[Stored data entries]
════════════════════
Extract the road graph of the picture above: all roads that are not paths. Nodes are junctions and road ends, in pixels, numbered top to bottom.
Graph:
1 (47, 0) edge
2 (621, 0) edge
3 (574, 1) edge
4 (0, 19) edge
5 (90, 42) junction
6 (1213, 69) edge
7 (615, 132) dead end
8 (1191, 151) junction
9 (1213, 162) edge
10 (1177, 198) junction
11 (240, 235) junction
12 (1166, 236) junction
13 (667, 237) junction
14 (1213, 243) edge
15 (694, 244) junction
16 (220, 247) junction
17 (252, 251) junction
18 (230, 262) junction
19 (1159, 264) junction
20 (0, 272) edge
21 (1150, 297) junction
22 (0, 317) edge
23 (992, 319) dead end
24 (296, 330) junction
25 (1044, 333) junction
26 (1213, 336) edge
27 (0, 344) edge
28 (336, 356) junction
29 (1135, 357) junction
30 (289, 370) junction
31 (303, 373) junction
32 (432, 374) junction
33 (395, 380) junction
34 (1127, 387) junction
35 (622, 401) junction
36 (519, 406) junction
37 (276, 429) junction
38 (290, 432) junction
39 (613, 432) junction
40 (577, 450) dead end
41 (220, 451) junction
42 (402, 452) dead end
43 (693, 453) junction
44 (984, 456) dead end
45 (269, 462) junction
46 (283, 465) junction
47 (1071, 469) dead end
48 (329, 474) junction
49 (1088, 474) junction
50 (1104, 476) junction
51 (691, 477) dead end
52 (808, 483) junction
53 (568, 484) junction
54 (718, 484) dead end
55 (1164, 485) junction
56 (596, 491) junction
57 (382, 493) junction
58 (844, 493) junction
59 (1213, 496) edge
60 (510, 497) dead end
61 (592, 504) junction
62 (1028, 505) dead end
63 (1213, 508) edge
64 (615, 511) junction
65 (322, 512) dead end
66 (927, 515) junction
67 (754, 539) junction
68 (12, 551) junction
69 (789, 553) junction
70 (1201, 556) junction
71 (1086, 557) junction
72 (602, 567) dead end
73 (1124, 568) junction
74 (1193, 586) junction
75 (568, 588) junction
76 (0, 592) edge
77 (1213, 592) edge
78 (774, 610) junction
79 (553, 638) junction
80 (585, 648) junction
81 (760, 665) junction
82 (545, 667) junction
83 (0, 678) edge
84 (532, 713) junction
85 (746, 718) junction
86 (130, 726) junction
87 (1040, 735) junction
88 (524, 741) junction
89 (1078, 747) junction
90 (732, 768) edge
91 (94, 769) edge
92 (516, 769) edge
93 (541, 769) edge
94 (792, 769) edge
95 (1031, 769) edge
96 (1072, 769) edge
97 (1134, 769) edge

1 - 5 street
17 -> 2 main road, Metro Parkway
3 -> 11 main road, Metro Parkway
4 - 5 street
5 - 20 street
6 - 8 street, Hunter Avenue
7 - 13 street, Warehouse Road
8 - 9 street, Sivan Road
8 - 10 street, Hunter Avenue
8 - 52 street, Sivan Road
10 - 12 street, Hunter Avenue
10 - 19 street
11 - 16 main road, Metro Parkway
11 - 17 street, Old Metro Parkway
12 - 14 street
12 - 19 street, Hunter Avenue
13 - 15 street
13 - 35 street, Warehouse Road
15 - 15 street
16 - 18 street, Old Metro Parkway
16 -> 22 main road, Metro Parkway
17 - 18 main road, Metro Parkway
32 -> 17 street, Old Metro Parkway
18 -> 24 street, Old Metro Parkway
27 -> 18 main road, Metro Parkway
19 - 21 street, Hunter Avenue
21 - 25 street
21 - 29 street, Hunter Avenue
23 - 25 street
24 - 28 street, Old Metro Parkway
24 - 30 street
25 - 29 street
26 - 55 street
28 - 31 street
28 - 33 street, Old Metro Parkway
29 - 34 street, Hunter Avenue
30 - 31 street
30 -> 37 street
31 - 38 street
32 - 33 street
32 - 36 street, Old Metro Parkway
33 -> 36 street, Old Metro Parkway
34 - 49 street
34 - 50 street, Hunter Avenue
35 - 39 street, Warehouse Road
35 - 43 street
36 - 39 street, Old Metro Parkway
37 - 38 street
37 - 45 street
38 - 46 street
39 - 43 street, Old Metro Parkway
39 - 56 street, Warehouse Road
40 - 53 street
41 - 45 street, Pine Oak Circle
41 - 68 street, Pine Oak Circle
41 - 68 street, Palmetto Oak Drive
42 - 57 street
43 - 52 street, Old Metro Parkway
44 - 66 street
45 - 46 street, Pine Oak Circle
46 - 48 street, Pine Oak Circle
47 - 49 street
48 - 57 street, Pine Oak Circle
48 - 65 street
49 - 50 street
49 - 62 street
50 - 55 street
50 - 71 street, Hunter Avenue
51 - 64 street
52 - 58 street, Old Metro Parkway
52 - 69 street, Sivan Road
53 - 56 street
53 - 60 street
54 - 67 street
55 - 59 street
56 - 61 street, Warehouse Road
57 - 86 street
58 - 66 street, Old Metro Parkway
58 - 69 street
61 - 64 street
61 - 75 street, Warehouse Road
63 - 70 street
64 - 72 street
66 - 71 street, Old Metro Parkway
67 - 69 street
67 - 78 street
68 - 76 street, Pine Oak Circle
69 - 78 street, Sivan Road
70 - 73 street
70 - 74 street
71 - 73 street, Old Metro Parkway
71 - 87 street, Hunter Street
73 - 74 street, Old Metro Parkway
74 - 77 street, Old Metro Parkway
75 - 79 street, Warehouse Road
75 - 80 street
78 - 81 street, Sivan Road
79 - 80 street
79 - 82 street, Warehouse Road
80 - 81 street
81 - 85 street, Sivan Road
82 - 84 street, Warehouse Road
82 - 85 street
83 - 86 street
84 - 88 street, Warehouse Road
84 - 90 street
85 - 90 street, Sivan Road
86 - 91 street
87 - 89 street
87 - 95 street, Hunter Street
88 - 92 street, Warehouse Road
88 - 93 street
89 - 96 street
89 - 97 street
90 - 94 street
════════════════════
Retype each entry without altering a single word.

Extract the road graph of the picture above: all roads that are not paths. Nodes are junctions and road ends, in pixels, numbered top to bottom.
Graph:
1 (47, 0) edge
2 (621, 0) edge
3 (574, 1) edge
4 (0, 19) edge
5 (90, 42) junction
6 (1213, 69) edge
7 (615, 132) dead end
8 (1191, 151) junction
9 (1213, 162) edge
10 (1177, 198) junction
11 (240, 235) junction
12 (1166, 236) junction
13 (667, 237) junction
14 (1213, 243) edge
15 (694, 244) junction
16 (220, 247) junction
17 (252, 251) junction
18 (230, 262) junction
19 (1159, 264) junction
20 (0, 272) edge
21 (1150, 297) junction
22 (0, 317) edge
23 (992, 319) dead end
24 (296, 330) junction
25 (1044, 333) junction
26 (1213, 336) edge
27 (0, 344) edge
28 (336, 356) junction
29 (1135, 357) junction
30 (289, 370) junction
31 (303, 373) junction
32 (432, 374) junction
33 (395, 380) junction
34 (1127, 387) junction
35 (622, 401) junction
36 (519, 406) junction
37 (276, 429) junction
38 (290, 432) junction
39 (613, 432) junction
40 (577, 450) dead end
41 (220, 451) junction
42 (402, 452) dead end
43 (693, 453) junction
44 (984, 456) dead end
45 (269, 462) junction
46 (283, 465) junction
47 (1071, 469) dead end
48 (329, 474) junction
49 (1088, 474) junction
50 (1104, 476) junction
51 (691, 477) dead end
52 (808, 483) junction
53 (568, 484) junction
54 (718, 484) dead end
55 (1164, 485) junction
56 (596, 491) junction
57 (382, 493) junction
58 (844, 493) junction
59 (1213, 496) edge
60 (510, 497) dead end
61 (592, 504) junction
62 (1028, 505) dead end
63 (1213, 508) edge
64 (615, 511) junction
65 (322, 512) dead end
66 (927, 515) junction
67 (754, 539) junction
68 (12, 551) junction
69 (789, 553) junction
70 (1201, 556) junction
71 (1086, 557) junction
72 (602, 567) dead end
73 (1124, 568) junction
74 (1193, 586) junction
75 (568, 588) junction
76 (0, 592) edge
77 (1213, 592) edge
78 (774, 610) junction
79 (553, 638) junction
80 (585, 648) junction
81 (760, 665) junction
82 (545, 667) junction
83 (0, 678) edge
84 (532, 713) junction
85 (746, 718) junction
86 (130, 726) junction
87 (1040, 735) junction
88 (524, 741) junction
89 (1078, 747) junction
90 (732, 768) edge
91 (94, 769) edge
92 (516, 769) edge
93 (541, 769) edge
94 (792, 769) edge
95 (1031, 769) edge
96 (1072, 769) edge
97 (1134, 769) edge

1 - 5 street
17 -> 2 main road, Metro Parkway
3 -> 11 main road, Metro Parkway
4 - 5 street
5 - 20 street
6 - 8 street, Hunter Avenue
7 - 13 street, Warehouse Road
8 - 9 street, Sivan Road
8 - 10 street, Hunter Avenue
8 - 52 street, Sivan Road
10 - 12 street, Hunter Avenue
10 - 19 street
11 - 16 main road, Metro Parkway
11 - 17 street, Old Metro Parkway
12 - 14 street
12 - 19 street, Hunter Avenue
13 - 15 street
13 - 35 street, Warehouse Road
15 - 15 street
16 - 18 street, Old Metro Parkway
16 -> 22 main road, Metro Parkway
17 - 18 main road, Metro Parkway
32 -> 17 street, Old Metro Parkway
18 -> 24 street, Old Metro Parkway
27 -> 18 main road, Metro Parkway
19 - 21 street, Hunter Avenue
21 - 25 street
21 - 29 street, Hunter Avenue
23 - 25 street
24 - 28 street, Old Metro Parkway
24 - 30 street
25 - 29 street
26 - 55 street
28 - 31 street
28 - 33 street, Old Metro Parkway
29 - 34 street, Hunter Avenue
30 - 31 street
30 -> 37 street
31 - 38 street
32 - 33 street
32 - 36 street, Old Metro Parkway
33 -> 36 street, Old Metro Parkway
34 - 49 street
34 - 50 street, Hunter Avenue
35 - 39 street, Warehouse Road
35 - 43 street
36 - 39 street, Old Metro Parkway
37 - 38 street
37 - 45 street
38 - 46 street
39 - 43 street, Old Metro Parkway
39 - 56 street, Warehouse Road
40 - 53 street
41 - 45 street, Pine Oak Circle
41 - 68 street, Pine Oak Circle
41 - 68 street, Palmetto Oak Drive
42 - 57 street
43 - 52 street, Old Metro Parkway
44 - 66 street
45 - 46 street, Pine Oak Circle
46 - 48 street, Pine Oak Circle
47 - 49 street
48 - 57 street, Pine Oak Circle
48 - 65 street
49 - 50 street
49 - 62 street
50 - 55 street
50 - 71 street, Hunter Avenue
51 - 64 street
52 - 58 street, Old Metro Parkway
52 - 69 street, Sivan Road
53 - 56 street
53 - 60 street
54 - 67 street
55 - 59 street
56 - 61 street, Warehouse Road
57 - 86 street
58 - 66 street, Old Metro Parkway
58 - 69 street
61 - 64 street
61 - 75 street, Warehouse Road
63 - 70 street
64 - 72 street
66 - 71 street, Old Metro Parkway
67 - 69 street
67 - 78 street
68 - 76 street, Pine Oak Circle
69 - 78 street, Sivan Road
70 - 73 street
70 - 74 street
71 - 73 street, Old Metro Parkway
71 - 87 street, Hunter Street
73 - 74 street, Old Metro Parkway
74 - 77 street, Old Metro Parkway
75 - 79 street, Warehouse Road
75 - 80 street
78 - 81 street, Sivan Road
79 - 80 street
79 - 82 street, Warehouse Road
80 - 81 street
81 - 85 street, Sivan Road
82 - 84 street, Warehouse Road
82 - 85 street
83 - 86 street
84 - 88 street, Warehouse Road
84 - 90 street
85 - 90 street, Sivan Road
86 - 91 street
87 - 89 street
87 - 95 street, Hunter Street
88 - 92 street, Warehouse Road
88 - 93 street
89 - 96 street
89 - 97 street
90 - 94 street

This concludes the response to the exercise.